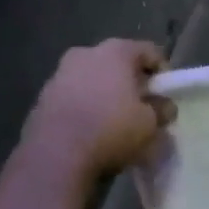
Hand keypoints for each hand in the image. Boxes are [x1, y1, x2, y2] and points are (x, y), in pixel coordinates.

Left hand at [23, 40, 173, 181]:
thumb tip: (164, 107)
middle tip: (142, 108)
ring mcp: (60, 74)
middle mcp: (86, 53)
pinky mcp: (42, 98)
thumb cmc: (111, 130)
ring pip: (93, 80)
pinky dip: (85, 108)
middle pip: (118, 63)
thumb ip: (162, 110)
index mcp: (116, 51)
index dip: (163, 73)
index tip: (166, 96)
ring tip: (115, 123)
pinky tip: (91, 131)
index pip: (150, 52)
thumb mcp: (150, 124)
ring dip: (106, 95)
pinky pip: (74, 98)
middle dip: (131, 83)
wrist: (55, 157)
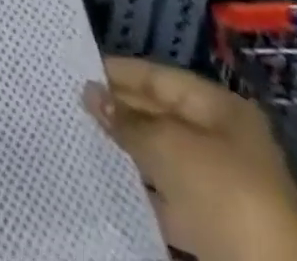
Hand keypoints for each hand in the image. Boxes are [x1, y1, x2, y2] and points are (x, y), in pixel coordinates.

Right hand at [86, 56, 296, 260]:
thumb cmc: (224, 193)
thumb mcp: (169, 147)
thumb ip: (127, 120)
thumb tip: (90, 92)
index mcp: (221, 109)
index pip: (160, 78)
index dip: (119, 72)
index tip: (77, 69)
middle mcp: (223, 140)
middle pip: (160, 114)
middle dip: (120, 110)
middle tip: (72, 101)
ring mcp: (221, 186)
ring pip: (162, 156)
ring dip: (127, 149)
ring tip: (81, 135)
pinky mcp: (214, 226)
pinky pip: (168, 196)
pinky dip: (142, 188)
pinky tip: (109, 179)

▸ **Exercise aim**
Every line from the one containing "index dip: (119, 72)" to the end of the entries must be set down exactly, with none omitted and none added.

▸ **Solved exercise**
index dip: (119, 72)
index tip: (77, 69)
middle mcp: (223, 140)
middle pip: (160, 114)
middle dip: (120, 110)
middle tip: (72, 101)
ring mcp: (221, 186)
ring pip: (162, 156)
ring dip: (127, 149)
ring tip: (81, 135)
pinky mcp: (214, 226)
pinky pip: (168, 196)
pinky dip: (142, 188)
pinky tip: (109, 179)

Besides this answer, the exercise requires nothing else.